Home >headlines >Tips for speeding up SQL queries to prevent database code from locking up the database

Tips for speeding up SQL queries to prevent database code from locking up the database

-
-Original
2018-03-09 09:15:511999browse

Tips for speeding up SQL queries to prevent database code from locking up the database

Because the database field is still relatively immature, SQL developers on every platform struggle and make the same mistakes over and over again. Of course, database vendors are making some progress and continue to grapple with larger issues.

Whether SQL developers write code on SQL Server, Oracle, DB2, Sybase, MySQL, or any other relational database platform, concurrency, resource management, space management, and runtime speed still plague them.

One aspect of the problem is that there is no magic bullet; I can point to at least one exception to almost every best practice.

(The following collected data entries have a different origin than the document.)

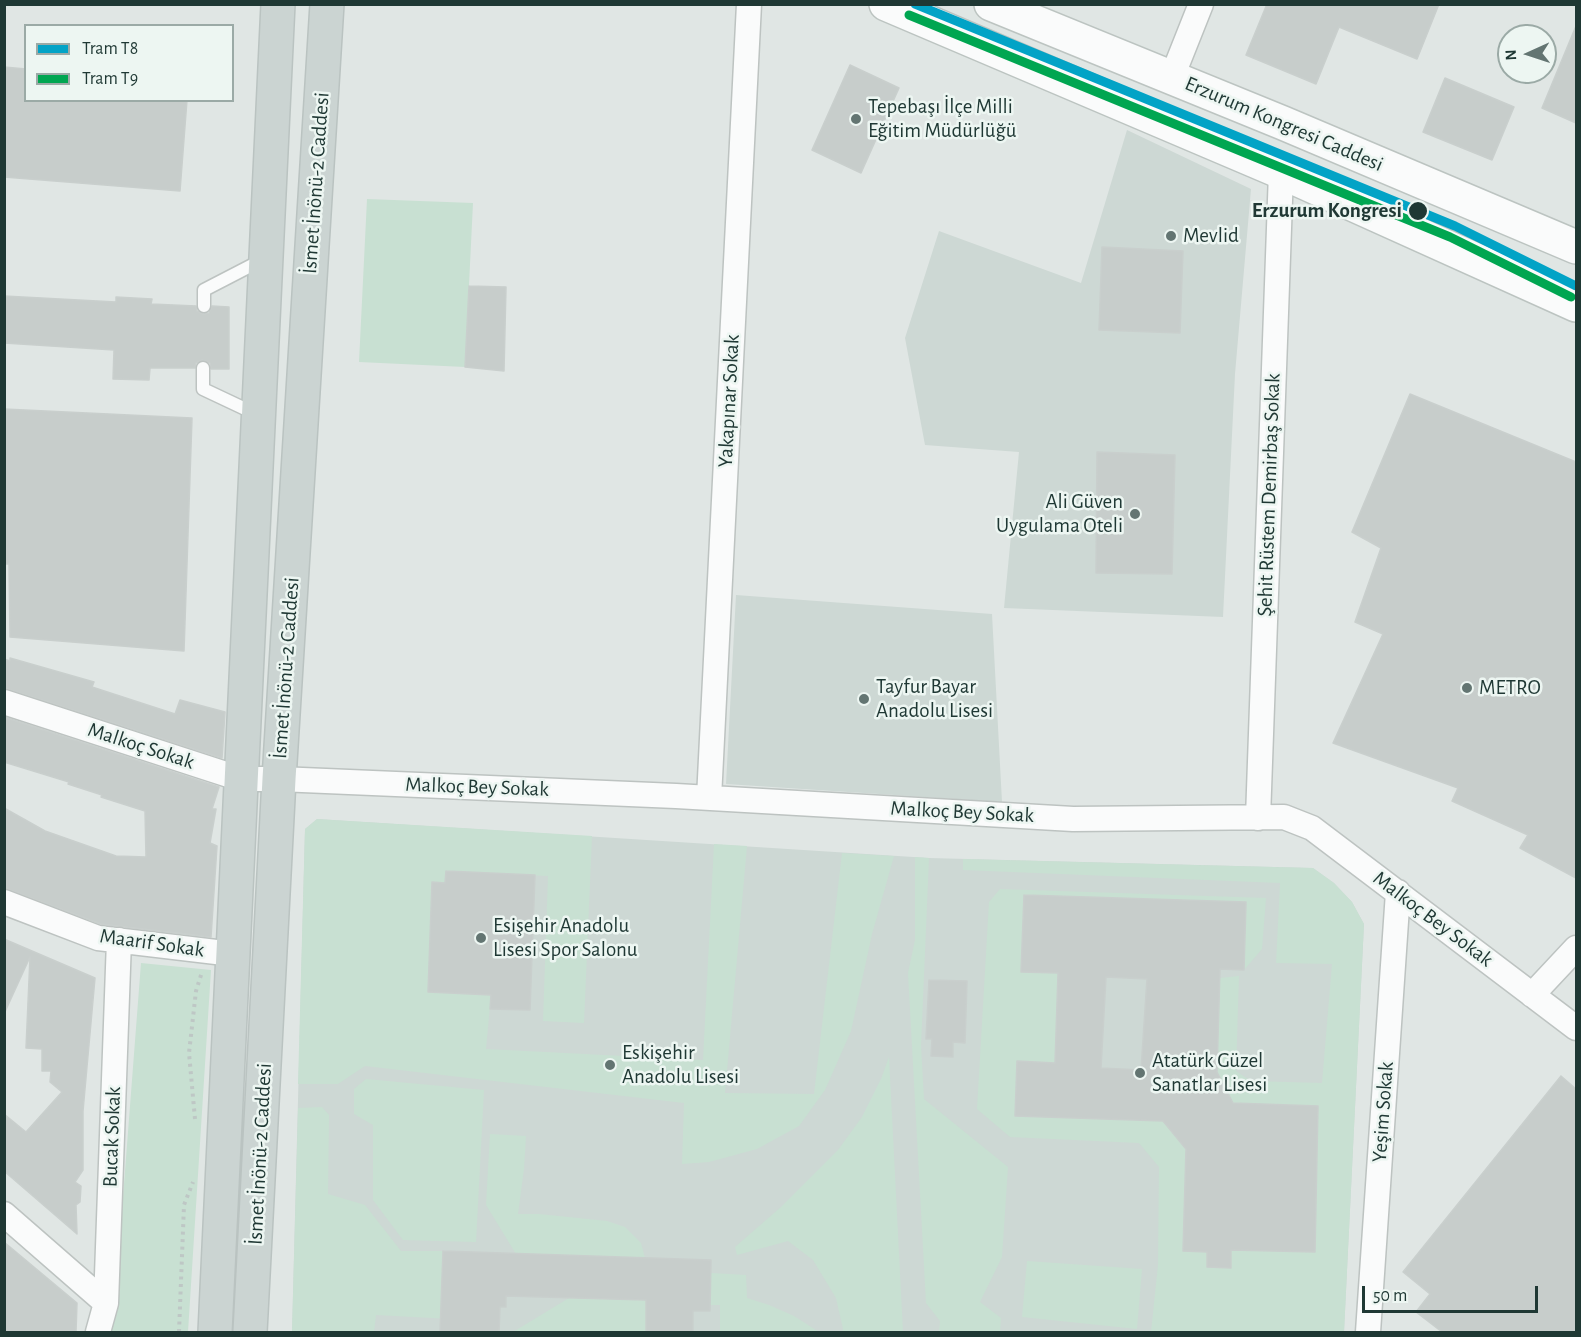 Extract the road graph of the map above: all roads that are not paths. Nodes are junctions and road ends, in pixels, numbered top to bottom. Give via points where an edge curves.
1 (278, 4) edge
2 (327, 4) edge
3 (749, 4) edge
4 (886, 4) edge
5 (990, 4) edge
6 (1201, 4) edge
7 (1172, 77) junction
8 (1281, 172) junction
9 (1576, 248) edge
10 (266, 258) junction
11 (1576, 305) edge
12 (204, 306) dead end
13 (203, 369) dead end
14 (258, 415) junction
15 (4, 702) edge
16 (241, 779) junction
17 (279, 779) junction
18 (709, 798) junction
19 (1258, 818) junction
20 (1398, 891) junction
21 (4, 902) edge
22 (119, 940) junction
23 (1576, 948) edge
24 (220, 952) junction
25 (1532, 995) junction
26 (1576, 1029) edge
27 (4, 1214) edge
28 (106, 1303) junction
29 (98, 1332) edge
30 (215, 1332) edge
31 (250, 1332) edge
32 (1368, 1332) edge

1 - 10 main road, İsmet İnönü-2 Caddesi
2 - 17 main road, İsmet İnönü-2 Caddesi
3 - 18 street, Yakapınar Sokak
4 - 8 main road
5 - 7 main road, Erzurum Kongresi Caddesi
6 - 7 street
7 - 9 main road, Erzurum Kongresi Caddesi
8 - 11 main road
8 - 19 street, Şehit Rüstem Demirbaş Sokak
10 - 12 lane via 204,290
10 - 14 main road, İsmet İnönü-2 Caddesi
13 - 14 lane via 202,389
14 - 16 main road, İsmet İnönü-2 Caddesi
15 - 16 street, Malkoç Sokak
16 - 17 street, Malkoç Sokak
16 - 24 main road, İsmet İnönü-2 Caddesi
17 - 18 street, Malkoç Bey Sokak
17 - 31 main road, İsmet İnönü-2 Caddesi
18 - 19 street, Malkoç Bey Sokak via 1073,819
19 - 20 street, Malkoç Bey Sokak via 1284,818 1312,828
20 - 25 street, Malkoç Bey Sokak
20 - 32 street, Yeşim Sokak
21 - 22 street, Maarif Sokak via 98,938
22 - 24 street, Maarif Sokak
22 - 28 street, Bucak Sokak
23 - 25 street
24 - 30 main road, İsmet İnönü-2 Caddesi
25 - 26 street, Malkoç Bey Sokak
27 - 28 street
28 - 29 street, Bucak Sokak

We say that tuning a database is both an art and a science, which makes sense because there are few hard and fast rules that apply across the board. A problem you solve on one system is not a problem on another, and vice versa.

When it comes to tuning queries, there’s no right answer, but that doesn’t mean you should give up. You can follow some of the following principles and hopefully get great results.

Don’t use UPDATE instead of CASE

This problem is very common, but it is difficult to detect. Many developers often ignore this problem because using UPDATE is natural and seems logical.

Take this scenario as an example: you insert data into a temporary table, and if another value exists, you need it to display a certain value.

Perhaps you extract records from the Customer table and want to mark customers with orders over $100,000 as "Preferred."

So you insert data into the table, run an UPDATE statement, and set the CustomerRank column to "Preferred" for any customer whose order amount exceeds $100,000.

The problem is that the UPDATE statement is logged, which means that each time it is written to the table, it must be written twice.

Solution: Use an inline CASE statement in the SQL query. This checks the order amount condition of each row and sets the "Preferred" tag before writing it to the table. This improves processing performance astonishingly. .

Don’t blindly reuse code

This problem is also very common, it is easy for us to copy code written by others because you know it can get the data you need.

The problem is that it often takes too much data that you don't need, and developers rarely streamline it, so you end up with a lot of data.

This usually manifests itself as an extra outer join or extra condition in the WHERE clause. If you streamline the reused code to your exact requirements, you can significantly improve performance.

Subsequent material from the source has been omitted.